29 Oct 2025

Kicillof rompería con La Cámpora y pondría a Magario a pelearle el PJ a Máximo

La dura derrota electoral desata la interna sin freno en la provincia. El entorno del gobernador busca desbancar a Kirchner de la presidencia del partido, mientras la vicegobernadora sería la señalada para dar la batalla por el sillón del PJ. Una pelea descarnada por el rumbo del peronismo hacia 2027.
Kicillof rompería con La Cámpora y pondría a Magario a pelearle el PJ a Máximo

El batacazo de LLA, que desde La Plata se empeñan en despegar de la gestión de Axel Kicillof, dinamitó lo poco que quedaba de convivencia entre el gobernador y La Cámpora, el grupo que lidera Máximo Kirchner y cuyo sillón al frente del Partido Justicialista (PJ) provincial queda libre el próximo 18 de diciembre. Apenas se supieron los números del domingo, que dejaron un sabor a poco, los muchachos de La Cámpora salieron a marcar la cancha sin perder tiempo. Referentes como Mayra Mendoza y la santafesina Florencia Carignano tiraron la frase “Cristina tenía razón” en redes, desempolvando aquella versión de que la expresidenta, allá por diciembre de 2024, le había advertido a Kicillof que desdoblar la elección provincial sería un tiro en el pie. Del otro lado, los intendentes que bancan al gobernador devolvieron la gentileza, culpando al armado de la lista nacional y a la elección de candidatos que, a la hora de la verdad, no rindieron, como Jorge Taiana y Juan Grabois.

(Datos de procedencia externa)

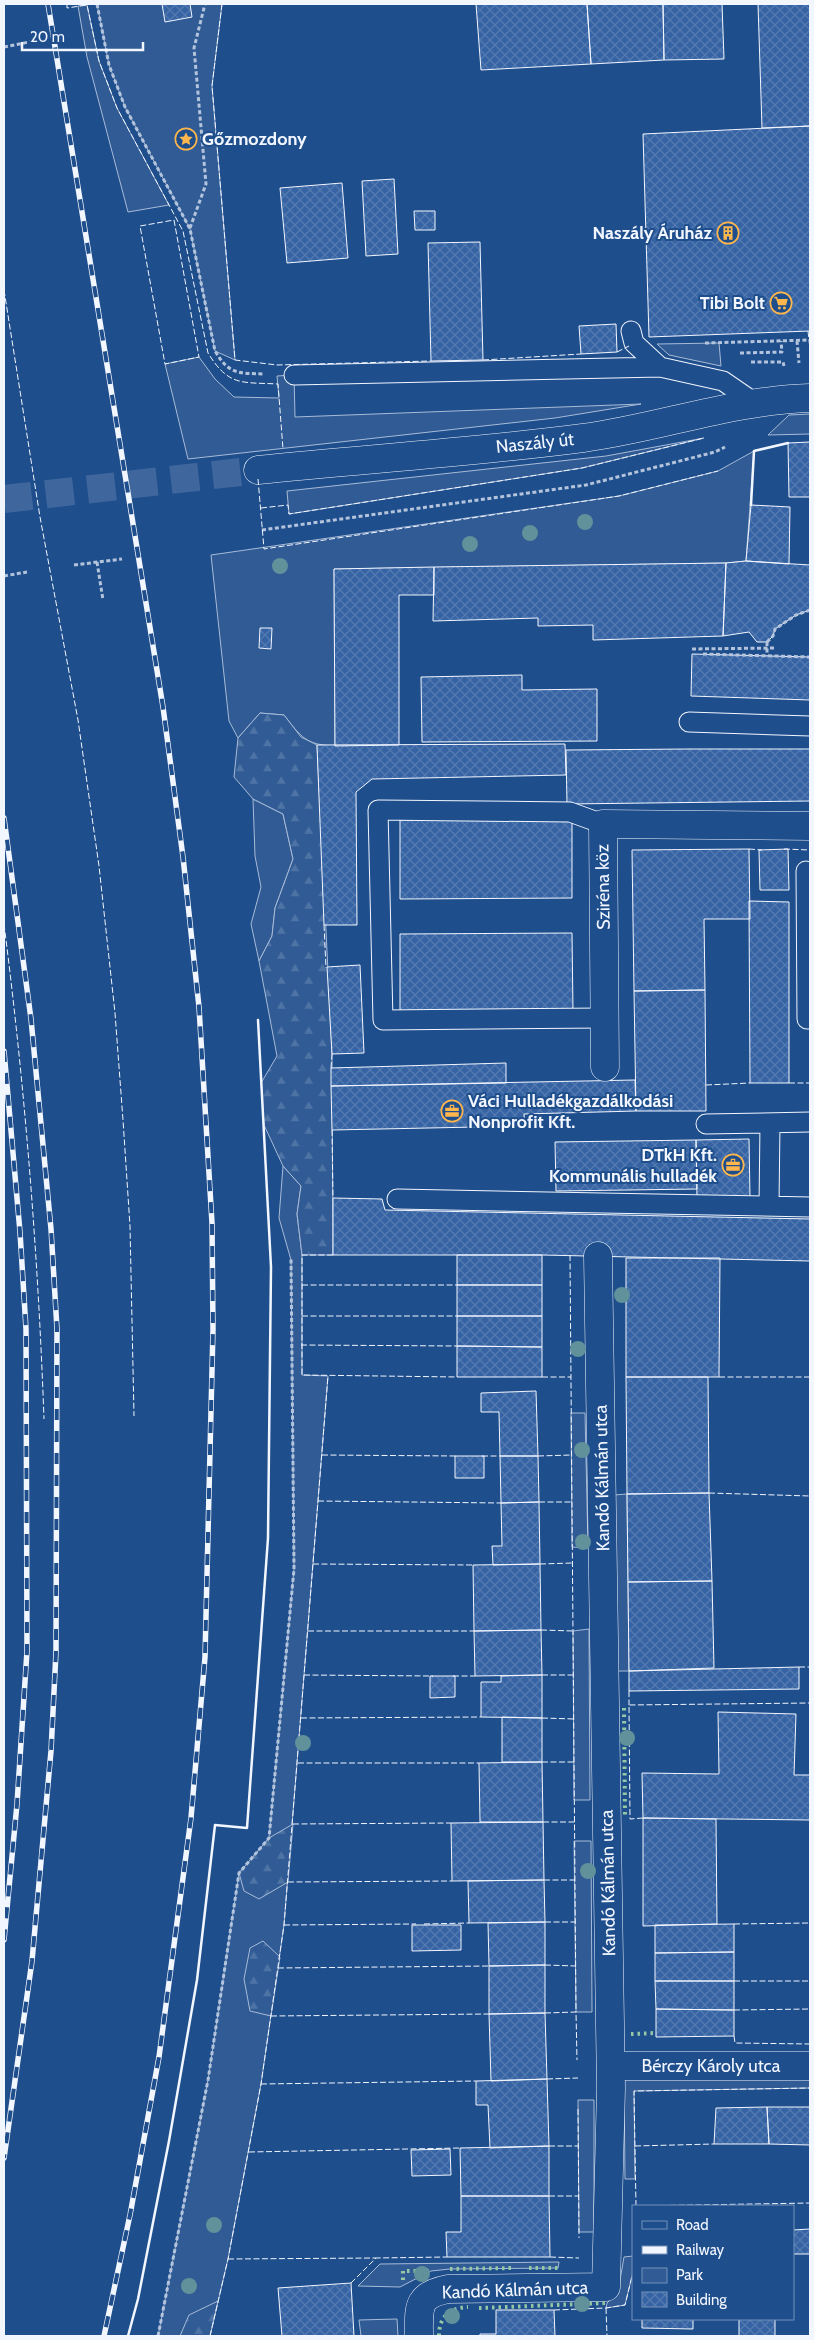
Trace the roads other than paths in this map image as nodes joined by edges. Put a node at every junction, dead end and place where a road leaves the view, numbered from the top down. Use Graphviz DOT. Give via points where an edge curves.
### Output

Con semejante clima de pases de factura, el ala dura del “axelismo” ya dio por liquidada la sociedad con la tropa de Máximo Kirchner, convencidos de que “ya no tiene sentido” seguir remando un diálogo que naufragó cerca de la costa. Fuentes cercanas al mandatario confirmaron que, de ahora en más, el trato será lo mínimo indispensable. Mientras el kirchnerismo insiste en que la derrota fue “hija del desdoblamiento”, en el gobierno bonaerense sacan chapa con lo propio: hablan de una “mala estrategia” nacional y de una lista que no representó a nadie. “Cuando plebiscitamos la gestión de la provincia, ganamos; la gente nos acompañó. Alguno habrá elegido no ir a votar, pero también no votarnos en contra; ahora nos fueron a votar en contra: lo que le propusimos a la gente como alternativa a nivel nacional no la convenció, hay que escuchar un poco mejor”, tiró alguien del gabinete bonaerense, reforzando la idea de que la provincia es una cosa y la boleta nacional, otra.

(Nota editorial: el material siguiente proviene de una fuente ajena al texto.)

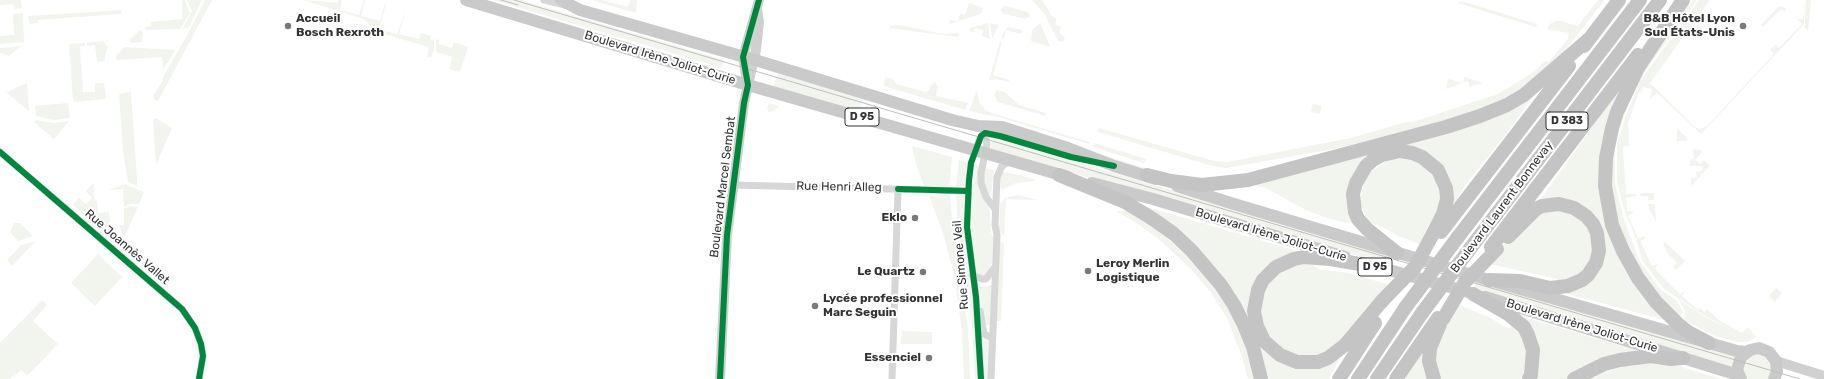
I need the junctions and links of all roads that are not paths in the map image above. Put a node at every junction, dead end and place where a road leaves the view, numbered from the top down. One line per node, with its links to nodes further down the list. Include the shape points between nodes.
1 (466, 0): 9 (main road, Boulevard Irène Joliot-Curie / D 95)
2 (544, 0): 11 (street, Boulevard Irène Joliot-Curie)
3 (561, 0): 11 (main road, Boulevard Irène Joliot-Curie / D 95)
4 (1610, 0): 12 (street)
5 (1619, 0): 12 (highway)
6 (1640, 0): 52 (highway, Boulevard Laurent Bonnevay / D 383, bridge, via 1405,308)
7 (1660, 0): 53 (highway, Boulevard Laurent Bonnevay / D 383, bridge, via 1475,242)
8 (1683, 0): 28 (highway, via 1650,38); 39 (highway, via 1639,66 1617,112 1606,158 1605,186 1615,232 1638,278 1656,302 1678,324)
9 (485, 3): 16 (main road, Boulevard Irène Joliot-Curie / D 95)
10 (758, 5): 14 (street, Boulevard Marcel Sembat); 15 (street, Boulevard Marcel Sembat)
11 (580, 10): 14 (main road, Boulevard Irène Joliot-Curie / D 95)
12 (1600, 25): 13 (highway)
13 (1588, 40): 22 (highway, via 1524,95 1507,105 1446,127 1248,180 1223,184 1189,184); 27 (highway)
14 (742, 57): 15 (main road, Boulevard Irène Joliot-Curie / D 95); 16 (street, Boulevard Marcel Sembat)
15 (755, 60): 16 (street, Boulevard Marcel Sembat); 17 (main road, Boulevard Irène Joliot-Curie / D 95)
16 (748, 85): 19 (main road, Boulevard Irène Joliot-Curie / D 95); 23 (street, Boulevard Marcel Sembat)
17 (982, 130): 19 (street); 19 (street, via 987,140); 22 (main road, Boulevard Irène Joliot-Curie / D 95, via 1002,127)
18 (0, 152): 45 (street, Rue Joannès Vallet, via 182,310 195,328 201,344 203,356)
19 (981, 152): 20 (main road, Boulevard Irène Joliot-Curie / D 95); 25 (street, Rue Simone Veil, via 972,163); 26 (street, via 981,183)
20 (1011, 161): 21 (main road, Boulevard Irène Joliot-Curie / D 95); 26 (street, via 1005,163 998,171)
21 (1059, 174): 31 (main road, Boulevard Irène Joliot-Curie / D 95, via 1160,201); 50 (highway, via 1128,204 1158,223 1192,251 1221,285 1241,318 1253,347)
22 (1146, 175): 29 (main road, Boulevard Irène Joliot-Curie / D 95)
23 (733, 185): 24 (street, Rue Henri Alleg); 46 (street, Boulevard Marcel Sembat, via 724,271)
24 (898, 189): 25 (street, Rue Henri Alleg); 47 (street)
25 (968, 191): 32 (street, Rue Simone Veil, via 967,227)
26 (995, 209): 30 (street)
27 (1438, 231): 29 (highway, via 1447,200 1446,188 1438,170 1422,157 1412,153 1400,151 1382,155 1366,166 1356,183 1353,194 1355,212 1367,229); 36 (highway, bridge, via 1415,267)
28 (1494, 248): 33 (highway, via 1536,209 1551,204 1568,205 1579,210 1593,224 1599,241 1596,263 1588,274 1574,284 1556,288 1520,281); 37 (highway, bridge, via 1465,282)
29 (1397, 253): 33 (main road, Boulevard Irène Joliot-Curie / D 95)
30 (995, 266): 32 (street, Rue Simone Veil, via 986,279); 38 (street)
31 (1372, 266): 34 (main road, Boulevard Irène Joliot-Curie / D 95); 36 (highway, via 1304,257 1276,266 1258,290 1254,311 1257,326 1264,341 1280,355 1297,362 1318,362 1345,345)
32 (972, 275): 35 (street, Rue Simone Veil)
33 (1490, 280): 39 (main road, Boulevard Irène Joliot-Curie / D 95)
34 (1473, 294): 41 (main road, Boulevard Irène Joliot-Curie / D 95); 56 (highway, via 1508,314 1524,327 1533,350)
35 (976, 297): 38 (street, Rue Simone Veil, via 984,334); 48 (street, Rue Simone Veil)
36 (1386, 302): 51 (highway)
37 (1441, 318): 54 (highway); 55 (highway, via 1430,348 1429,361)
38 (992, 338): 49 (street)
39 (1710, 343): 40 (main road, Boulevard Irène Joliot-Curie / D 95)
40 (1746, 352): 42 (main road, via 1754,348 1764,349); 44 (main road, via 1739,360)
41 (1683, 358): 44 (main road, Boulevard Irène Joliot-Curie / D 95); 57 (highway, via 1651,356 1620,360 1604,364)
42 (1776, 361): 43 (street); 58 (main road, via 1777,372)
43 (1824, 376)
44 (1740, 377)
45 (199, 379)
46 (720, 379)
47 (892, 379)
48 (980, 379)
49 (991, 379)
50 (1261, 379)
51 (1340, 379)
52 (1358, 379)
53 (1377, 379)
54 (1396, 379)
55 (1434, 379)
56 (1529, 379)
57 (1574, 379)
58 (1774, 379)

La rosca por quién se queda con el PJ bonaerense se recalentó en cuestión de horas. En la madrugada del lunes, con los ánimos caldeados, el sector de Kicillof cerró filas para impulsar a la vicegobernadora Verónica Magario como presidenta del partido, un movimiento que huele a respuesta frontal a la movida de La Cámpora. El tema se charló en la residencia del gobernador y que Kicillof le dio el visto bueno. La vicegobernadora, que ya no puede reelegir junto a Kicillof por haber estado dos veces seguidas en la fórmula, ya estaría decidida a ir por el sillón partidario.

Que Magario no sea intendenta le da un plus, ya que se saltea el eterno veto cruzado entre jefes comunales, aunque la sombra de Fernando Espinoza en La Matanza siempre complica. Además, el hecho de no poder ir por la Gobernación la vuelve una candidata de “consenso”, al menos entre los que quieren desarmar el poder camporista. Si bien antes se barajaba a Federico Otermin, intendente de Lomas de Zamora, como una opción “centrista”, el resultado electoral inclinó la balanza hacia Magario. En este contexto de lío total, Kicillof planea juntar esta semana a los intendentes del Movimiento Derecho al Futuro (MDF), donde se espera que le pidan mano dura y un “escobazo” para sacar a todas las figuras de La Cámpora del gabinete provincial.

La cosa no es menor, ya que a partir de diciembre, la Legislatura bonaerense se pondrá mucho más brava: Fuerza Patria solo tendrá $39$ diputados y $24$ senadores, según Letra P. Esto significa que el Ejecutivo tendrá que hacer malabares para aprobar cualquier ley, incluso la “ley corta” de endeudamiento que, según se quejan en La Plata, lleva “seis meses” en stand by. El final está abierto, pero la pelea por el PJ, cuyo llamado a elecciones venció hace rato, es la señal de largada de una nueva era de enfrentamiento en el corazón del peronismo.